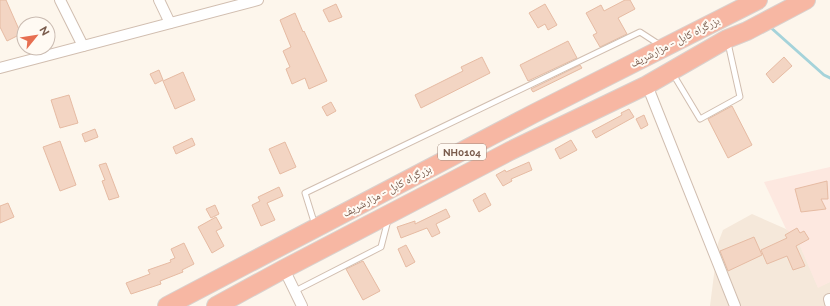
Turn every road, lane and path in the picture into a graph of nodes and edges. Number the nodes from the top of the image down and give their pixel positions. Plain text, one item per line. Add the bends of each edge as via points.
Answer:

┄┄┄┄┄┄

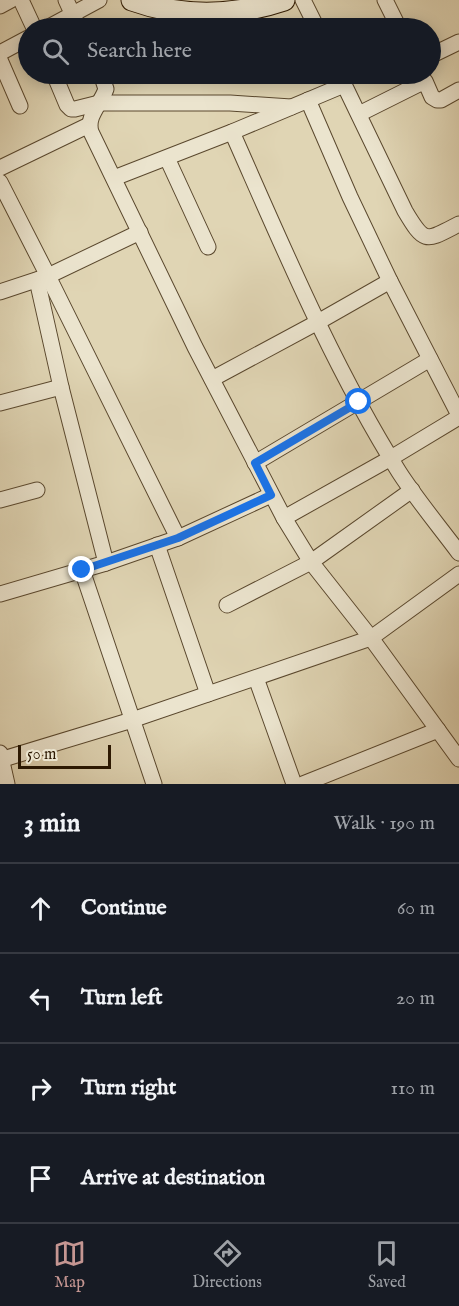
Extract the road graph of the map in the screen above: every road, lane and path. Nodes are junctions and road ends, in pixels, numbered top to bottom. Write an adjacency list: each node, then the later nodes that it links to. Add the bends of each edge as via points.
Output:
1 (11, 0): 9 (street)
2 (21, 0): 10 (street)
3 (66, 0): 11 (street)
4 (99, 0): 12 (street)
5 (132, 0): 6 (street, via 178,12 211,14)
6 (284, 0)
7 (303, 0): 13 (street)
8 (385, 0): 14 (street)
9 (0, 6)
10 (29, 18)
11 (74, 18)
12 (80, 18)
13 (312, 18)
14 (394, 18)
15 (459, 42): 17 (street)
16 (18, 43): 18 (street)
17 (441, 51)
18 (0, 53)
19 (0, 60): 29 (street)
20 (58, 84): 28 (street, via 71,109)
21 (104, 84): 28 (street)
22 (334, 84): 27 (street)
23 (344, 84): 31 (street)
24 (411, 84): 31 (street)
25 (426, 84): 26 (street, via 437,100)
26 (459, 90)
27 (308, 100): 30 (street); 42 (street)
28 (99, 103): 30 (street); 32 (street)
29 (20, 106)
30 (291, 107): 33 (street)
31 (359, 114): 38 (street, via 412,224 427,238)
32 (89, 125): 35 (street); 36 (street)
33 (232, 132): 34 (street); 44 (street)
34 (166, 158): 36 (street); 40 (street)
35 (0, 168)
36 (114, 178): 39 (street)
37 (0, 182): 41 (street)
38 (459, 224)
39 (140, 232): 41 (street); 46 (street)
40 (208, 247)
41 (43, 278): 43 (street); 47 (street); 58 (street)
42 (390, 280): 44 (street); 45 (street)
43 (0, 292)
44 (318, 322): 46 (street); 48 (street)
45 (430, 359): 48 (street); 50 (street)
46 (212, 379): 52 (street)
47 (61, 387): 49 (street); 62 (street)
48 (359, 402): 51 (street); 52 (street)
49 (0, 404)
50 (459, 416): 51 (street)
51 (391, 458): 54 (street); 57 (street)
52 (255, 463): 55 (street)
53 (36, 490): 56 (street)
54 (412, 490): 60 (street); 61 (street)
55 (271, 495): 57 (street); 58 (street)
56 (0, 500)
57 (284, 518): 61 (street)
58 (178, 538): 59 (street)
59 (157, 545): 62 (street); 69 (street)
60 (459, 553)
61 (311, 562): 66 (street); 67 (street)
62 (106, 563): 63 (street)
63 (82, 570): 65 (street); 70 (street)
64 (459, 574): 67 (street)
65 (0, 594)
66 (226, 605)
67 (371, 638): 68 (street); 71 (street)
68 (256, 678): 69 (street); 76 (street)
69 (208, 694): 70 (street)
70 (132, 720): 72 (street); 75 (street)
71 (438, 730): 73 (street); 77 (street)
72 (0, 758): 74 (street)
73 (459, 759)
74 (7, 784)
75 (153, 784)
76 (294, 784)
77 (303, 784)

┄┄┄┄┄┄

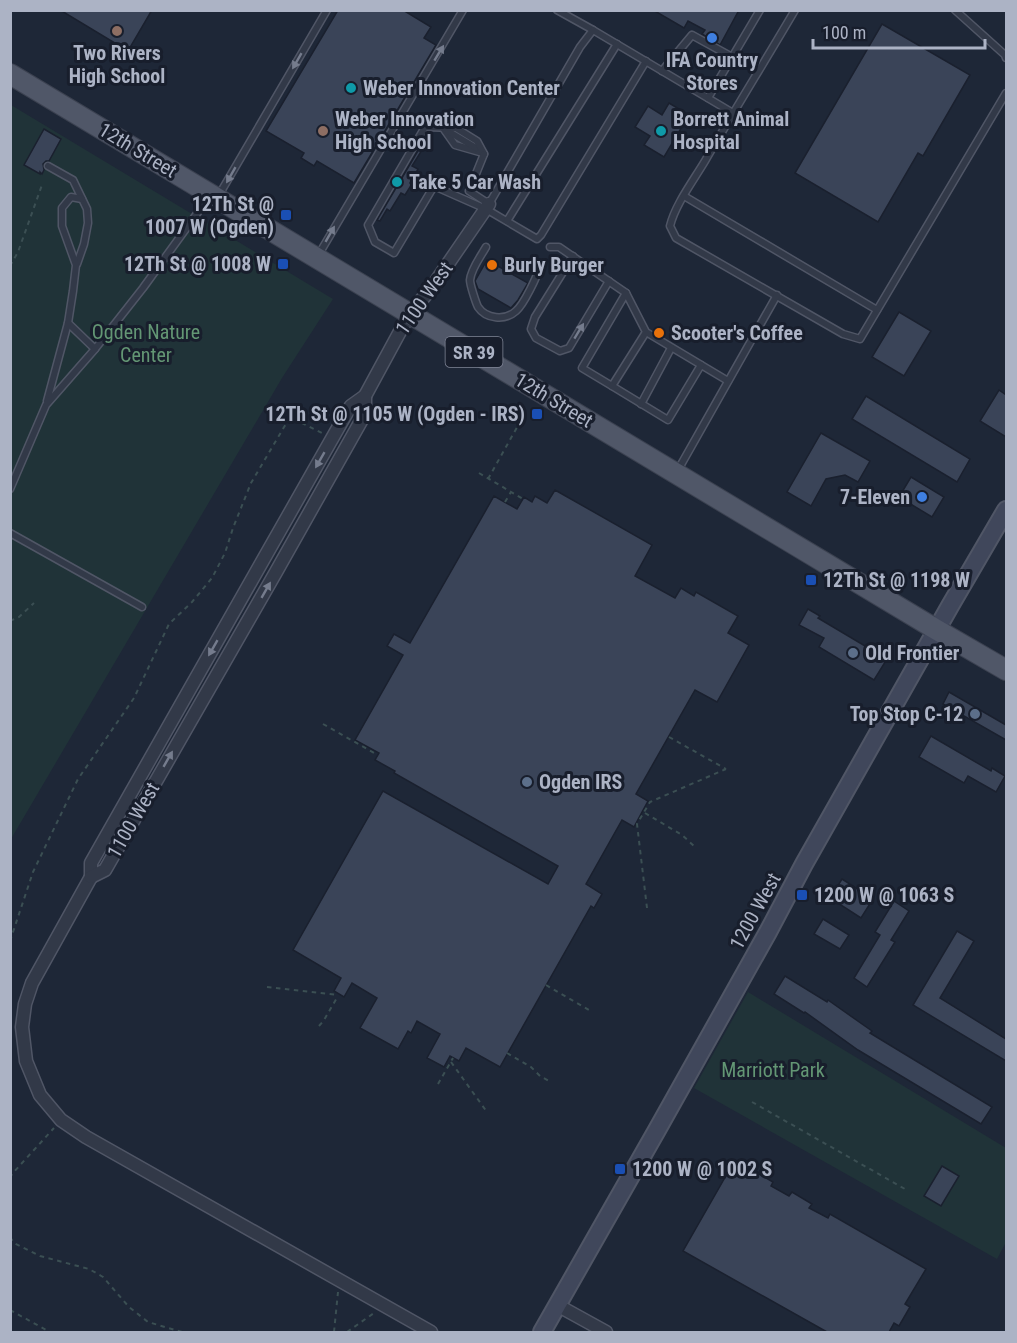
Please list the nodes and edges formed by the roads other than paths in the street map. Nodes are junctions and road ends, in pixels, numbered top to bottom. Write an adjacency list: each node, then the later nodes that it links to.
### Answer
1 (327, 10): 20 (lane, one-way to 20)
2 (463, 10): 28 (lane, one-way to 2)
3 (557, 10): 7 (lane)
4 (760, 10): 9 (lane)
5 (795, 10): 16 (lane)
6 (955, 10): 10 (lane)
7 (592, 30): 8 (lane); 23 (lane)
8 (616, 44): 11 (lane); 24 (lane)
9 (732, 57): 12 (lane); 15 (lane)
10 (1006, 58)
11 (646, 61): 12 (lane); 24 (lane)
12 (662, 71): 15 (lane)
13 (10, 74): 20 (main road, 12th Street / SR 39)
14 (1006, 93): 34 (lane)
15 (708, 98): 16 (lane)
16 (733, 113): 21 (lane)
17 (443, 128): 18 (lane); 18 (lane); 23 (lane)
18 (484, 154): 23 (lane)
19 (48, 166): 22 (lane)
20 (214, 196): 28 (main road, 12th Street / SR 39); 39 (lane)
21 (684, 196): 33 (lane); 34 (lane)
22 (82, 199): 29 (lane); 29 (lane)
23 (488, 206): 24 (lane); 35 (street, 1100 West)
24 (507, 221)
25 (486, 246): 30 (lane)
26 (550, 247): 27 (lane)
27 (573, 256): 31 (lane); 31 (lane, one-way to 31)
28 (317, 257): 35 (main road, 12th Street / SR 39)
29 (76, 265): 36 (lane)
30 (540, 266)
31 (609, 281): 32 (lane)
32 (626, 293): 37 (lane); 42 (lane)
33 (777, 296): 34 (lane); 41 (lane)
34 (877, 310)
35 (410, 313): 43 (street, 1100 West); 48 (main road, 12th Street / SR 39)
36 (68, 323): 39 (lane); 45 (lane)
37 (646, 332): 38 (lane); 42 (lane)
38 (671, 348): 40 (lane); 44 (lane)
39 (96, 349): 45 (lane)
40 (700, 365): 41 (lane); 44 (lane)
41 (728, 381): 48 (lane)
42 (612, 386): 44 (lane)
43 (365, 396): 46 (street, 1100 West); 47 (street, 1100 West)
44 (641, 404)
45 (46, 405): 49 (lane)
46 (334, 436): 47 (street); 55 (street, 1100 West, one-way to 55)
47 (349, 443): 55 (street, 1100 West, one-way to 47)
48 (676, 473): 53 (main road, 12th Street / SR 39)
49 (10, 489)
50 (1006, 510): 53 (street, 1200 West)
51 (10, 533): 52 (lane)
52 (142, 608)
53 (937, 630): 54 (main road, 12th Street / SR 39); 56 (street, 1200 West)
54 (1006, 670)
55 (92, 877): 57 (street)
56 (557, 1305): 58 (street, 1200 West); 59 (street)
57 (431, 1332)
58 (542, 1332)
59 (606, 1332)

┄┄┄┄┄┄

What to work on> The lines to copy are those in the records above containing the word "that".

Solution below>
Extract the road graph of the map in the screen above: every road, lane and path. Nodes are junctions and road ends, in pixels, numbered top to bottom. Write an adjacency list: each node, then the later nodes that it links to. Add the bends of each edge as via points.
Please list the nodes and edges formed by the roads other than paths in the street map. Nodes are junctions and road ends, in pixels, numbered top to bottom. Write an adjacency list: each node, then the later nodes that it links to.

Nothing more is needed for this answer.